- Work required -
Pick the lines holding the string "Գայի" out of the records and copy them.

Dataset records
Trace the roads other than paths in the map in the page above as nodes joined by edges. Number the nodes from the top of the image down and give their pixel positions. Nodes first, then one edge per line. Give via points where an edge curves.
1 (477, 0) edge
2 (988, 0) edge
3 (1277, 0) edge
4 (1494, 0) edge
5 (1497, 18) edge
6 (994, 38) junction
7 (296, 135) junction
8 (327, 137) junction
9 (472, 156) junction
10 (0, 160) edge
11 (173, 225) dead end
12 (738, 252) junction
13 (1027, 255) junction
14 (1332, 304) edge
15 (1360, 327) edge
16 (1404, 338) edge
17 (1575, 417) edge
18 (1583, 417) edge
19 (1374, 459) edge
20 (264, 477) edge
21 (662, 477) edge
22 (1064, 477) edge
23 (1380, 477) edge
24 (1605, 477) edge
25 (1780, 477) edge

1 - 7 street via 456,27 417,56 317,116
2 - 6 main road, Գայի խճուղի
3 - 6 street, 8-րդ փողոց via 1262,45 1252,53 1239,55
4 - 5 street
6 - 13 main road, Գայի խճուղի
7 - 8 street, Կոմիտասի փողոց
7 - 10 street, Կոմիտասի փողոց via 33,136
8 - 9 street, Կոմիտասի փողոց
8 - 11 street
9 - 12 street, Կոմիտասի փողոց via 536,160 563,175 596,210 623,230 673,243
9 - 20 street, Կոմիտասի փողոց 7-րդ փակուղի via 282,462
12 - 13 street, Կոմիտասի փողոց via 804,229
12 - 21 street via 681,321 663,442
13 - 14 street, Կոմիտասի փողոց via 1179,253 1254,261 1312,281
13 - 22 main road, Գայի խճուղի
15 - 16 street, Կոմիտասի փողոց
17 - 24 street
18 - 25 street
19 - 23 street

- Response to this exercise -
2 - 6 main road, Գայի խճուղի
6 - 13 main road, Գայի խճուղի
13 - 22 main road, Գայի խճուղի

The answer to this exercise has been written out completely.